Home / Berita Umum / Penyelundup 2.607 Kepiting Bakau ke Malaysia Terancam 6 Tahun Penjara

Penyelundup 2.607 Kepiting Bakau ke Malaysia Terancam 6 Tahun Penjara

Penyelundup 2.607 Kepiting Bakau ke Malaysia Terancam 6 Tahun Penjara – Direktorat Polair Polda Kalimantan Barat berbarengan Tubuh Karantina Ikan serta Pengendalian Kwalitas serta Keamanan Hasil Perikanan (BKIPM) Pontianak menggagalkan penyelundupan 2. 607 ekor kepiting bakau. Kepiting betina itu ingin diselundupkan ke Malaysia.

” Kita mengerti kepiting betina ini sangatlah dilarang, sebab satu ekor kepiting betina ini dapat mempunyai kandungan kurang-lebih 1-2 juta telur. Bila barusan ada lebih kurang 2. 607, itu lebih kurang 3, 9 miliiar telur, ” kata Kapolda Kal-bar Irjen Didi Haryono melalui info tertulisnya, Rabu (14/11/2018) .

Aparat menggagalkan penyelundupan ini pada Selasa (13/11) tempo hari. Awalannya ada 16 keranjang berisi kepiting yg dibawa dengan mobil Daihatsu Gran Max warna putih dengan nomer polisi KB-1937-WK.

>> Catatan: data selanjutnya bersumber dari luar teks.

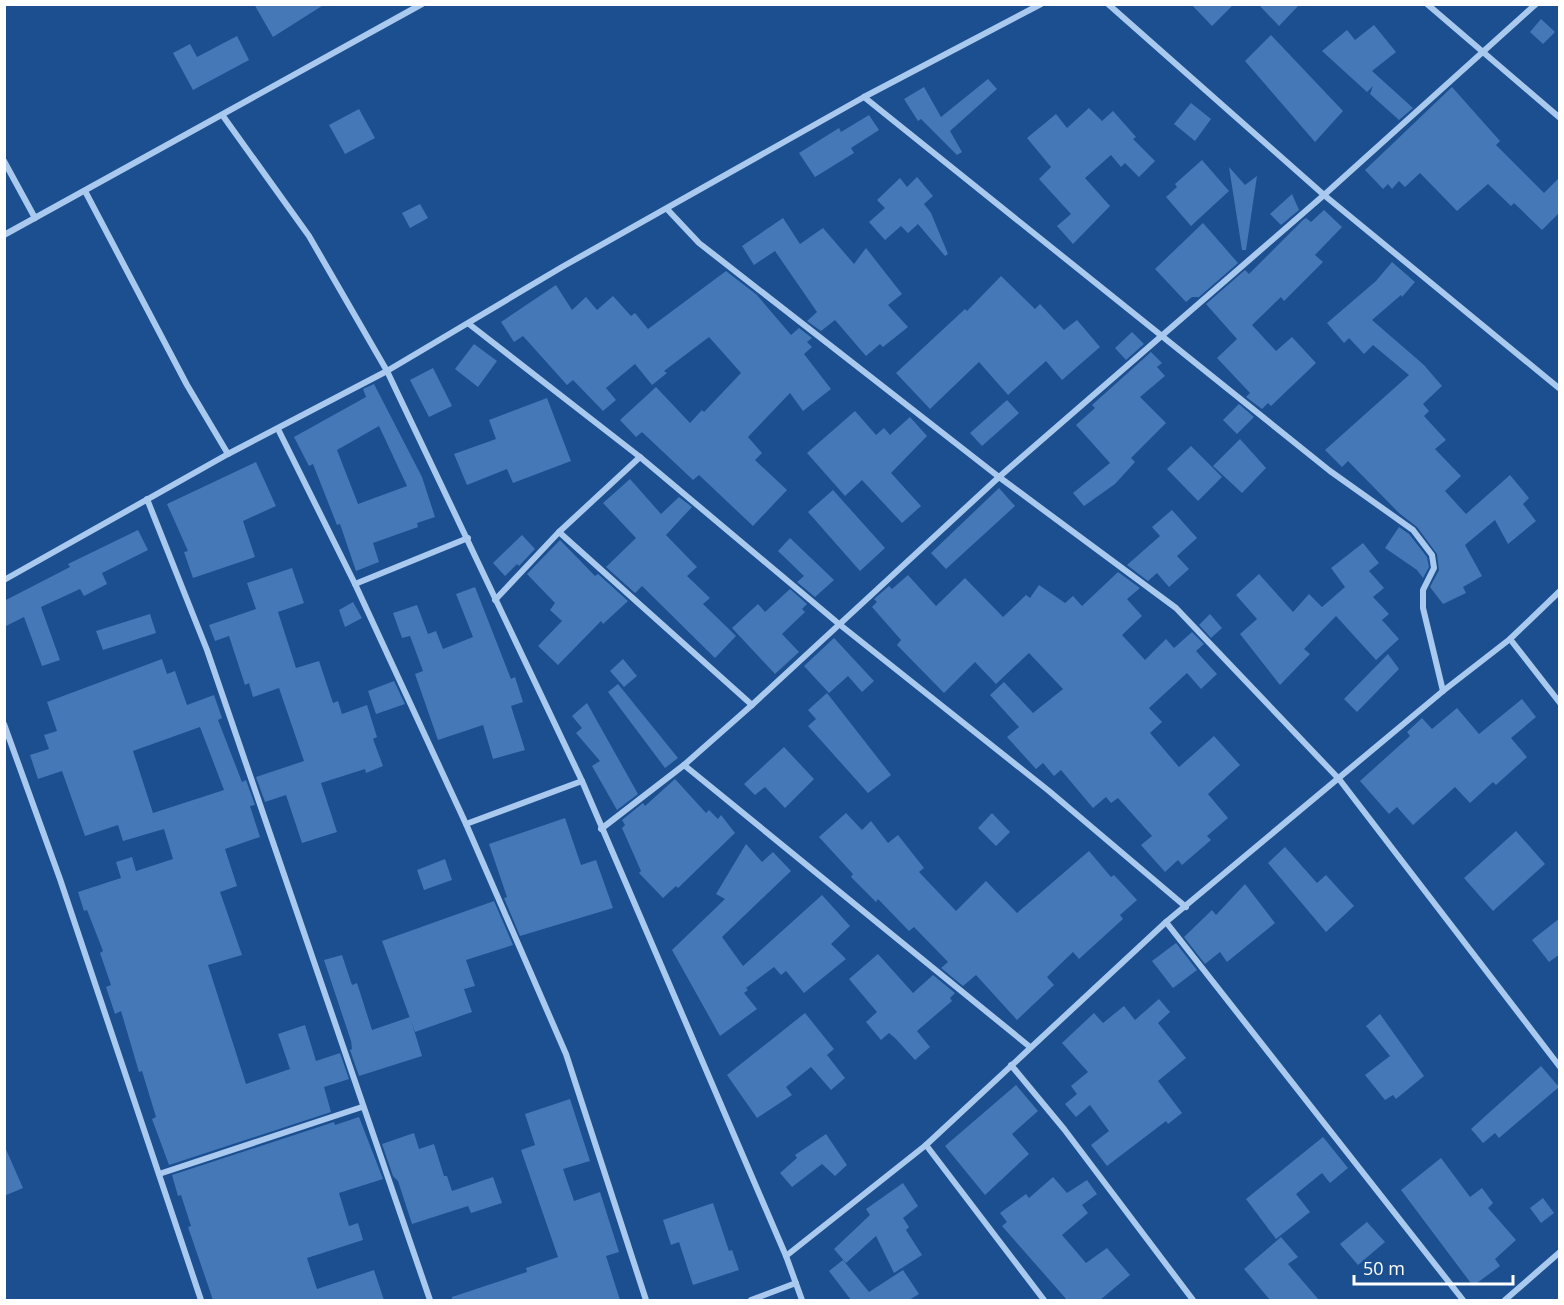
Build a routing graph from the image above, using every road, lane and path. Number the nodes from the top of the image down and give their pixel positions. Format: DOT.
graph roads {
  1 [pos="422,4"];
  2 [pos="1041,4"];
  3 [pos="1108,4"];
  4 [pos="1427,4"];
  5 [pos="1536,4"];
  6 [pos="1483,52"];
  7 [pos="864,97"];
  8 [pos="223,116"];
  9 [pos="1560,118"];
  10 [pos="4,161"];
  11 [pos="86,191"];
  12 [pos="1324,195"];
  13 [pos="667,209"];
  14 [pos="35,218"];
  15 [pos="4,235"];
  16 [pos="469,324"];
  17 [pos="1162,334"];
  18 [pos="387,371"];
  19 [pos="1560,389"];
  20 [pos="278,429"];
  21 [pos="228,454"];
  22 [pos="640,457"];
  23 [pos="999,477"];
  24 [pos="147,499"];
  25 [pos="559,532"];
  26 [pos="468,538"];
  27 [pos="4,580"];
  28 [pos="355,584"];
  29 [pos="1560,591"];
  30 [pos="495,600"];
  31 [pos="839,624"];
  32 [pos="1510,639"];
  33 [pos="1443,691"];
  34 [pos="1560,703"];
  35 [pos="752,705"];
  36 [pos="4,724"];
  37 [pos="684,765"];
  38 [pos="1339,779"];
  39 [pos="582,781"];
  40 [pos="466,824"];
  41 [pos="601,829"];
  42 [pos="1186,907"];
  43 [pos="1166,922"];
  44 [pos="1030,1047"];
  45 [pos="1011,1065"];
  46 [pos="1560,1067"];
  47 [pos="362,1107"];
  48 [pos="926,1145"];
  49 [pos="159,1174"];
  50 [pos="1560,1252"];
  51 [pos="786,1256"];
  52 [pos="796,1283"];
  53 [pos="201,1300"];
  54 [pos="430,1300"];
  55 [pos="646,1300"];
  56 [pos="751,1300"];
  57 [pos="802,1300"];
  58 [pos="1044,1300"];
  59 [pos="1193,1300"];
  60 [pos="1463,1300"];
  61 [pos="1505,1300"];
  1 -- 8 [label="street"];
  2 -- 7 [label="street"];
  3 -- 12 [label="street"];
  4 -- 6 [label="street"];
  5 -- 6 [label="street"];
  6 -- 9 [label="street"];
  6 -- 12 [label="street"];
  7 -- 13 [label="street"];
  7 -- 17 [label="street"];
  8 -- 11 [label="street"];
  8 -- 18 [label="street"];
  10 -- 14 [label="street"];
  11 -- 14 [label="street"];
  11 -- 21 [label="street"];
  12 -- 17 [label="street"];
  12 -- 19 [label="street"];
  13 -- 16 [label="street"];
  13 -- 23 [label="street"];
  14 -- 15 [label="street"];
  16 -- 18 [label="street"];
  16 -- 22 [label="street"];
  17 -- 23 [label="street"];
  17 -- 33 [label="street"];
  18 -- 20 [label="street"];
  18 -- 26 [label="street"];
  20 -- 21 [label="street"];
  20 -- 28 [label="street"];
  21 -- 24 [label="street"];
  22 -- 25 [label="street"];
  22 -- 31 [label="street"];
  23 -- 31 [label="street"];
  23 -- 38 [label="street"];
  24 -- 27 [label="street"];
  24 -- 47 [label="street"];
  25 -- 30 [label="street"];
  25 -- 35 [label="street"];
  26 -- 28 [label="street"];
  26 -- 30 [label="street"];
  28 -- 40 [label="street"];
  29 -- 32 [label="street"];
  30 -- 39 [label="street"];
  31 -- 35 [label="street"];
  31 -- 42 [label="street"];
  32 -- 33 [label="street"];
  32 -- 34 [label="street"];
  33 -- 38 [label="street"];
  35 -- 37 [label="street"];
  36 -- 49 [label="street"];
  37 -- 41 [label="street"];
  37 -- 44 [label="street"];
  38 -- 42 [label="street"];
  38 -- 46 [label="street"];
  39 -- 40 [label="street"];
  39 -- 41 [label="street"];
  40 -- 55 [label="street"];
  41 -- 51 [label="street"];
  42 -- 43 [label="street"];
  43 -- 44 [label="street"];
  43 -- 60 [label="street"];
  44 -- 45 [label="street"];
  45 -- 48 [label="street"];
  45 -- 59 [label="street"];
  47 -- 49 [label="street"];
  47 -- 54 [label="street"];
  48 -- 51 [label="street"];
  48 -- 58 [label="street"];
  49 -- 53 [label="street"];
  50 -- 61 [label="street"];
  51 -- 52 [label="street"];
  52 -- 56 [label="street"];
  52 -- 57 [label="street"];
}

Aparat lantas meningkatkan perkara sampai kembali ditangkap kurang-lebih 24 keranjang berisi kepiting. Seseorang pemilik serta dua pekerjanya ditangkap petugas.

” Bila kita lihat dari berat, satu ekor yg terbesar dapat 1 kg demikian. Ini rata-rata 1 kg dihargai Rp 120 ribu, berat yg sangat kecil 400 gr. Ini pengen di kirim ke Malaysia lewat cara gelap. Market disana lebih-kurang 55 ringgit Malaysia. Bila dirupiahkan Rp 192 ribu, ” ujar Didi.

Apabila dirupiahkan, 2. 607 ekor kepiting bakau itu sejumlah Rp 182 juta. Kepiting ini idenya dapat dilepaskan ke habitatnya.

Kementerian Kelautan serta Perikanan (KKP) udah melarang pengiriman, penangkapan, pengeluaran kepiting bertelur, lobster, serta rajungan dari lokasi Indonesia sejak mulai 27 Desember 2015. Larangan ini ada pada Ketetapan Menteri Kelautan serta Perikanan nomer 56/PERMEN-KP/2016.

Atas tindakan ilegal itu, aktor sekaligus juga pemilik 24 keranjang yg berisi kepiting yg dilindungi ini terancam hukuman kurungan penjara sepanjang 6 tahun serta denda Rp 1, 5 miliiar sebab melanggar Undang-Undang Perikanan Nomer 45 Tahun 2009.